Je Mardo 20 Majo 2003 03:53, Alfio Puglisi skribis:
I just subscribed (I'm the wikipedia user
At18) to ask about the
automatic html dump function. ...
> If anyone is interested, I have a rudimental Perl script that is
> capable of reading the downloadable SQL dump and output all the
> articles as separate files in a number of alphabetical directories.

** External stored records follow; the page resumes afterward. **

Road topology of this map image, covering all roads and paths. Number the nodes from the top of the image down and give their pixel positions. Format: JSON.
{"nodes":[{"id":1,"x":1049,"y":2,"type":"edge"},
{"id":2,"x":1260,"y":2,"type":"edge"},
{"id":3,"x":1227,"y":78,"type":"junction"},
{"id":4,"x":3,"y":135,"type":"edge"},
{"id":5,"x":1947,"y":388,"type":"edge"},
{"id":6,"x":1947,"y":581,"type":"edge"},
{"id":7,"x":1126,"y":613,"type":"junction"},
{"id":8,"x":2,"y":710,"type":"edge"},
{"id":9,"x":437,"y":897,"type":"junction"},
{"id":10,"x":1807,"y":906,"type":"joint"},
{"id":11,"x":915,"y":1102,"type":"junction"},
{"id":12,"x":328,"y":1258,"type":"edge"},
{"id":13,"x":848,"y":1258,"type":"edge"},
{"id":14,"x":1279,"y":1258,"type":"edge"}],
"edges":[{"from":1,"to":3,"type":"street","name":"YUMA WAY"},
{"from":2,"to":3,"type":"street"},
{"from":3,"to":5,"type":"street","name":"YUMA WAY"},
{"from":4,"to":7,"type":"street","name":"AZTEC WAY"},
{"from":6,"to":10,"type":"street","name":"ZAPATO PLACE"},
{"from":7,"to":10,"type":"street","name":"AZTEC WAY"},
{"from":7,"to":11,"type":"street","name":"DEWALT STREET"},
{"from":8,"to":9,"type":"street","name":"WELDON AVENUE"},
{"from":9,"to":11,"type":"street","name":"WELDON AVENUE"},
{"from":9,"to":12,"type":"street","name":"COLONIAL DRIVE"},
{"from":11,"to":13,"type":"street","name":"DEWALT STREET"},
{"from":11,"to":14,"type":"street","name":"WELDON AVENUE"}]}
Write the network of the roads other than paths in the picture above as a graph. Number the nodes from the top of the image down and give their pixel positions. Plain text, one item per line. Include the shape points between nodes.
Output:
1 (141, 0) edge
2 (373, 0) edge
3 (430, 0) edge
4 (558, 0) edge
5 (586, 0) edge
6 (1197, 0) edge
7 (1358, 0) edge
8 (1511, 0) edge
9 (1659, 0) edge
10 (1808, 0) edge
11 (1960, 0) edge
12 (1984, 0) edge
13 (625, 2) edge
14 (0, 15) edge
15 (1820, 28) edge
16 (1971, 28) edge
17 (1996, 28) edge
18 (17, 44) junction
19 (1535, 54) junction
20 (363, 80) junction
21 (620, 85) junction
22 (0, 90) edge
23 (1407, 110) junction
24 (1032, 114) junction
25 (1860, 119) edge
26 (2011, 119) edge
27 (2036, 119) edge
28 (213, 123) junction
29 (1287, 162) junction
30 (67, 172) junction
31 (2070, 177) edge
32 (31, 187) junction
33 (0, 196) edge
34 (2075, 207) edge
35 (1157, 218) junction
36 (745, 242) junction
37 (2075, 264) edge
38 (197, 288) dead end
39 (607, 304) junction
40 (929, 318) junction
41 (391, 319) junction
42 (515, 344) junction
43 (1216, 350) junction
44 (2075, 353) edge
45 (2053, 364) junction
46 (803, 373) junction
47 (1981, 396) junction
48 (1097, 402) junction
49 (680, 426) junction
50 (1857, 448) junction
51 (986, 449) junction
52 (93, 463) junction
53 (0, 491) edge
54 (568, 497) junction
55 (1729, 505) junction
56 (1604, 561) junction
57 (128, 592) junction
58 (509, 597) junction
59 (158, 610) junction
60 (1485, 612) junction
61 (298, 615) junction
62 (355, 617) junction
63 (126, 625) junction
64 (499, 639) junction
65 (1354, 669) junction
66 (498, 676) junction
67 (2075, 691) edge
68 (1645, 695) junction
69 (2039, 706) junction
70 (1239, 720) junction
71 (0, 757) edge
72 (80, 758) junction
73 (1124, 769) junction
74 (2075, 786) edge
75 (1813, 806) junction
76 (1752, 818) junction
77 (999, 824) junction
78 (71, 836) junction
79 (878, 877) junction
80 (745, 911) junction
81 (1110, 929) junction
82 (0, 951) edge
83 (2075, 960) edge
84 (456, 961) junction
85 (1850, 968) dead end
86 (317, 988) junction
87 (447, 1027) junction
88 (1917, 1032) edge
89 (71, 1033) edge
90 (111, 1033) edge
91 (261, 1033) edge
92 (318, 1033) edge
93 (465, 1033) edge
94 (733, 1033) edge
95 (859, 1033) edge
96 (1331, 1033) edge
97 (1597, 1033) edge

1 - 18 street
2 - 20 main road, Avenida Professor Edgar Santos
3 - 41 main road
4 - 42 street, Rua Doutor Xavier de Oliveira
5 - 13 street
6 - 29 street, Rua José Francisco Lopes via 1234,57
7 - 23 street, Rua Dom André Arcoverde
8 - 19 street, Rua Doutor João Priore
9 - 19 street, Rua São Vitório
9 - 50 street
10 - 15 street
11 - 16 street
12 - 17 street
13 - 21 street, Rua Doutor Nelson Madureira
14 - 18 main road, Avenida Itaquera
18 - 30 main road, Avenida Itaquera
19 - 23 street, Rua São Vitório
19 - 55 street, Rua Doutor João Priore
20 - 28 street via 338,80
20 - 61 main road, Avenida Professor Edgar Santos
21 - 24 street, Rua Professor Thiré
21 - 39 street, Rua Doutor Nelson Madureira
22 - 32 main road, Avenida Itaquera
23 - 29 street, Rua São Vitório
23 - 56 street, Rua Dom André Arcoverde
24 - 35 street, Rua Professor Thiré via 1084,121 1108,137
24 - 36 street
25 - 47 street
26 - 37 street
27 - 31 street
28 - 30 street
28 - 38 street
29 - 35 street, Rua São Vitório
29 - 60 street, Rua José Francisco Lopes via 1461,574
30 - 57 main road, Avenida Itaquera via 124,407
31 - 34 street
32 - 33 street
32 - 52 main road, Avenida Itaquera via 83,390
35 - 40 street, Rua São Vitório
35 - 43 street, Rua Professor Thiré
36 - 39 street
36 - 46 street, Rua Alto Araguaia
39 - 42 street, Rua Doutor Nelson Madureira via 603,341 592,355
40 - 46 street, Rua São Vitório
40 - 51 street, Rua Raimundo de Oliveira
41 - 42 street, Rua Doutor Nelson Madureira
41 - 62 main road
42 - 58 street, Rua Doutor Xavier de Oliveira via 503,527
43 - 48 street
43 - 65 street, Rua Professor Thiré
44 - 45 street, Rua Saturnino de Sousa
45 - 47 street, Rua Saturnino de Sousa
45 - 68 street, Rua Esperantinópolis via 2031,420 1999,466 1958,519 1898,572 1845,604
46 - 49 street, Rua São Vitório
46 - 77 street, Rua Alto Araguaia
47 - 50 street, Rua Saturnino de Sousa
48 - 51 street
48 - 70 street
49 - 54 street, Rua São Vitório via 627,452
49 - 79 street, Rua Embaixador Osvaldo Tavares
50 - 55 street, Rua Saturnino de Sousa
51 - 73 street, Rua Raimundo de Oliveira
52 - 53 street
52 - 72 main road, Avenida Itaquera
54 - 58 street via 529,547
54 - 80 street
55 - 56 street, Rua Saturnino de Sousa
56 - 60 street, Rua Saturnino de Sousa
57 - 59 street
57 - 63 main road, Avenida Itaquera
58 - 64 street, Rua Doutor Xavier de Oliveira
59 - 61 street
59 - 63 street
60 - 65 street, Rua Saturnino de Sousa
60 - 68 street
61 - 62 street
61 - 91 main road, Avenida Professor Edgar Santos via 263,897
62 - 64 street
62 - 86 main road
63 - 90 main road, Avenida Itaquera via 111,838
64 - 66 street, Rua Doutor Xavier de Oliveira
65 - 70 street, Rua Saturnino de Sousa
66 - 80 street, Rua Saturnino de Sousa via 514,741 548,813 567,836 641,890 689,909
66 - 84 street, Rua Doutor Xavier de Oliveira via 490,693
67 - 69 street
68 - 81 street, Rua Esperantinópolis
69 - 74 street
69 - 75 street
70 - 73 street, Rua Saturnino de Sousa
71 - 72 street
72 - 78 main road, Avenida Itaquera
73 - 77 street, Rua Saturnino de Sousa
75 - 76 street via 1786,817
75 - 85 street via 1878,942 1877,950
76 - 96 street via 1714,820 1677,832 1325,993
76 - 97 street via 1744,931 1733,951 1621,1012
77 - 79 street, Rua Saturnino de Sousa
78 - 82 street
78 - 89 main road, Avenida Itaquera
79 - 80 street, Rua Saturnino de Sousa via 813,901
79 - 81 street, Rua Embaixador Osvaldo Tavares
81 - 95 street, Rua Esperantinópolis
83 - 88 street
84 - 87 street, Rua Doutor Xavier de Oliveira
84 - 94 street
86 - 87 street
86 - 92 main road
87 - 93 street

> It's not very fast, but it works.
That's great!
> What's missing from the script: wikimarkup
-> HTML conversion,
You should be able to call the existing PHP code that generates
HTML to do this.
A tool that generated the entire Wikipedia, in static HTML format,
would make it trivial to generate the "Plucker" format
for Palm PDAs. Plucker is offline web browser for Palm PDAs;
it's open source software/Free Software (OSS/FS) released under the
GPL.
It can handle HTML, as well as PNG, GIF, JPEG, txt, and a few others;
HTML is usually rendered as you'd expect (hypertext, italics, bold,
font size changes, lists, indenting all work).
It'd be very nice if the Wikipedia were available in Plucker format;
that would mean that an OSS/FS reader could be used to view the text
on a Palm PDA.
Plucker is available at: "http://www.plkr.org".
I have a Palm, and it is the MOST important program I use by far.
One minor problem is that Plucker doesn't have an index
facility. That could be solved by creating HTML pages that link to
sorted articles, e.g., "Master Index" could list "A, B, C...";
clicking on "A" would reach "Index A" which would list "AA, AB,
AC...".
Then, modify the static version of the main main page so you
could quickly jump to the master index.
Internally, Plucker will break long pages (>32K) into multiple
pages with front and back link - but that'll be automatic and
won't affect anything.
I don't know of an automatic way to download the Wikipedia
images (which, in my mind, is a serious problem). Hopefully there
will soon be a way to download the images other than trawling.
However, for a Palm you'd have to drop the images in general anyway,
so for that particular use it wouldn't matter.